▶ **Extracted records**
Start of Block
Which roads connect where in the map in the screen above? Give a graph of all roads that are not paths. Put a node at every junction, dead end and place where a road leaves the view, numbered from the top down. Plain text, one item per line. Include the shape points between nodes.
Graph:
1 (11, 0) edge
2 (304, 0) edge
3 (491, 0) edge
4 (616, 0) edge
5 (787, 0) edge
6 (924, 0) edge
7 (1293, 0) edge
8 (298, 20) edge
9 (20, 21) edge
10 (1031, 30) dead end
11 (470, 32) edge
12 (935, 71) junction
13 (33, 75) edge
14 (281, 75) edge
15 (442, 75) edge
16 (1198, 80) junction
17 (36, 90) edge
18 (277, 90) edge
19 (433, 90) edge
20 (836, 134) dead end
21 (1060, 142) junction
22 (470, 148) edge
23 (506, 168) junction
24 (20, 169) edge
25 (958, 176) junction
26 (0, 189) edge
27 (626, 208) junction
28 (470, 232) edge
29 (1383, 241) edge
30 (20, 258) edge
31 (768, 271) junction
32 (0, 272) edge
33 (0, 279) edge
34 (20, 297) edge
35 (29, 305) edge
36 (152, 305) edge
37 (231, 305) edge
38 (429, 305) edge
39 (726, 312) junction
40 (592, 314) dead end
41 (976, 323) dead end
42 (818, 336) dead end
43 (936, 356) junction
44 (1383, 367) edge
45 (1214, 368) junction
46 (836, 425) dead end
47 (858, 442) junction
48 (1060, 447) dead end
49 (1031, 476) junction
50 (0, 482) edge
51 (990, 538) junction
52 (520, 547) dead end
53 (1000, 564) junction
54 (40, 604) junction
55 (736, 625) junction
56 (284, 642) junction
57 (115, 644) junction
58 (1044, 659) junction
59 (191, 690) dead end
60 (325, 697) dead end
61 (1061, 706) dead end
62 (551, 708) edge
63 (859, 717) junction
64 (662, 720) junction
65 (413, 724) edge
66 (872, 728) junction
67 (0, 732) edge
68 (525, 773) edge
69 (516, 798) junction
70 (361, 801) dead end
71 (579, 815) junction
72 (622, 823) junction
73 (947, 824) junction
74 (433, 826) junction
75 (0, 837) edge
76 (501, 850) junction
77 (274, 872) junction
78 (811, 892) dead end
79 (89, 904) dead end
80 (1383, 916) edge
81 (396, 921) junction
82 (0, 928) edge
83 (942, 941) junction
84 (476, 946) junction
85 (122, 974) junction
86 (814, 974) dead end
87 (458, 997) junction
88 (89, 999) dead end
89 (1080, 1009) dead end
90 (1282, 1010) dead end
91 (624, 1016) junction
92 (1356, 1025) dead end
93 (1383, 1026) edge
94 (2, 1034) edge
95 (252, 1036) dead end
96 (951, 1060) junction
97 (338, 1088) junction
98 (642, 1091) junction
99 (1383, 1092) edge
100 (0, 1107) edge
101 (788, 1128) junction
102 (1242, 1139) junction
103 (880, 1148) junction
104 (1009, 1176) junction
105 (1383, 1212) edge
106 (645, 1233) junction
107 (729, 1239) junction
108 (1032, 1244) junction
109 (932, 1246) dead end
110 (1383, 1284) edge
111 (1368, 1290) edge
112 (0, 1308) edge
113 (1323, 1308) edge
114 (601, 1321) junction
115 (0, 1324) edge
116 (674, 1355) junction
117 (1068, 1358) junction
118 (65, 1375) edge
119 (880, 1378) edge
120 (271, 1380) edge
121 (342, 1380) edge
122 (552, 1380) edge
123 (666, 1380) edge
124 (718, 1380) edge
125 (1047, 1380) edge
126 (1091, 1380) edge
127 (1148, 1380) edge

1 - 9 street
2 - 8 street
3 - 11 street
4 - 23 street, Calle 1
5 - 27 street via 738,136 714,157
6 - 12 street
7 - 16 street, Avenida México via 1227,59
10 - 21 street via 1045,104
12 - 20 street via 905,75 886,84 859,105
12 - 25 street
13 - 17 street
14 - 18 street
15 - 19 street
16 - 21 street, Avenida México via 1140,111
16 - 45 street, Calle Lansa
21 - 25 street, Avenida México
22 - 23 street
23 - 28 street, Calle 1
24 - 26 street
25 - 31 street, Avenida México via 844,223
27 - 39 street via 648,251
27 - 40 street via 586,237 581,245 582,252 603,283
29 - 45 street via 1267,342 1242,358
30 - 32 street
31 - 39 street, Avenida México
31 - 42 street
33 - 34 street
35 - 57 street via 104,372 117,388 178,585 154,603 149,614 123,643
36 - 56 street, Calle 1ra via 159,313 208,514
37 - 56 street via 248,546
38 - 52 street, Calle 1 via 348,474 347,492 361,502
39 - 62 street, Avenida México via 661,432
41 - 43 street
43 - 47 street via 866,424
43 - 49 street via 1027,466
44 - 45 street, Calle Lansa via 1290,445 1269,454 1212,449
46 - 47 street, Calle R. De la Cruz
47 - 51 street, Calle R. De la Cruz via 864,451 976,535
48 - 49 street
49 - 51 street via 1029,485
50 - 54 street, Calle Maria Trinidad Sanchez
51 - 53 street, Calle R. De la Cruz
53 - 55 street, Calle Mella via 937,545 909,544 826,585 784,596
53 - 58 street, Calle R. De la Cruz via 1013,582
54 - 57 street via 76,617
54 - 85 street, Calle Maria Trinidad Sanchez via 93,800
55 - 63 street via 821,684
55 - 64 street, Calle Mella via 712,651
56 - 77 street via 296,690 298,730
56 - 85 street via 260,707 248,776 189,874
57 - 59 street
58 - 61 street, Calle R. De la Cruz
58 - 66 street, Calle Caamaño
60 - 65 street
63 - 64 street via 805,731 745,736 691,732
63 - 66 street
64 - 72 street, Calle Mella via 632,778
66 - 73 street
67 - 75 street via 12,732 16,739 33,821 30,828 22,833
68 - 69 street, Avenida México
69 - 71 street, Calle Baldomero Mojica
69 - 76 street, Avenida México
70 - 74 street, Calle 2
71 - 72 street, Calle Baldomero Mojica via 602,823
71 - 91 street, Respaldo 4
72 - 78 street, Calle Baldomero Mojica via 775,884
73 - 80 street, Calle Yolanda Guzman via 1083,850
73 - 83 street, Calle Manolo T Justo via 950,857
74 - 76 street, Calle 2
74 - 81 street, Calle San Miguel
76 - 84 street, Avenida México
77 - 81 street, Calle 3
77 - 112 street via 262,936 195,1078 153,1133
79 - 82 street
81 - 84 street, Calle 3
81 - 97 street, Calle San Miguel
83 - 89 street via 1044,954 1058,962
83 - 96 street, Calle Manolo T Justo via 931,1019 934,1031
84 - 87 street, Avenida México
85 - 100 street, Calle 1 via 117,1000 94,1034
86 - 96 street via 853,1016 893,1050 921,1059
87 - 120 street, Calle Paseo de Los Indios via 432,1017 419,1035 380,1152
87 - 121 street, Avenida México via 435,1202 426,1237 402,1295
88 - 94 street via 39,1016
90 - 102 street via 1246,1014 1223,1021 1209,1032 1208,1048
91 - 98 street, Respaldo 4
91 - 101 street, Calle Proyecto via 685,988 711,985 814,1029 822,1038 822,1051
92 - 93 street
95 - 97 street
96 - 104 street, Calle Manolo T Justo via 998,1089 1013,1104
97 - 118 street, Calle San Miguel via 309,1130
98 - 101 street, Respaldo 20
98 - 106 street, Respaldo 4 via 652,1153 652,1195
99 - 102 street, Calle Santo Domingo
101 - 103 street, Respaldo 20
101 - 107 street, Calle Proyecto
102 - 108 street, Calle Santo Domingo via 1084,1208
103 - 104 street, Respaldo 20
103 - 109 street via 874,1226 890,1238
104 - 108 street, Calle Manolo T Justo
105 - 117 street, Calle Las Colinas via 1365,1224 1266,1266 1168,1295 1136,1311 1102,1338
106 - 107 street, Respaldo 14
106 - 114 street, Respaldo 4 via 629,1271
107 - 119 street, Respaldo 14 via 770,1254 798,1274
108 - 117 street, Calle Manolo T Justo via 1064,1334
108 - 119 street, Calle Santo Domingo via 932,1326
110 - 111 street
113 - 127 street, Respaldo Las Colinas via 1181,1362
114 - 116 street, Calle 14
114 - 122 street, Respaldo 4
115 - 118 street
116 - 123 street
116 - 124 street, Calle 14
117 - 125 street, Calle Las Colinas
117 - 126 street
End of Block
▶ **What needs to be done**
Every line above that holds the word "Trinidad" needs to be copied.

▶ **Answer**
50 - 54 street, Calle Maria Trinidad Sanchez
54 - 85 street, Calle Maria Trinidad Sanchez via 93,800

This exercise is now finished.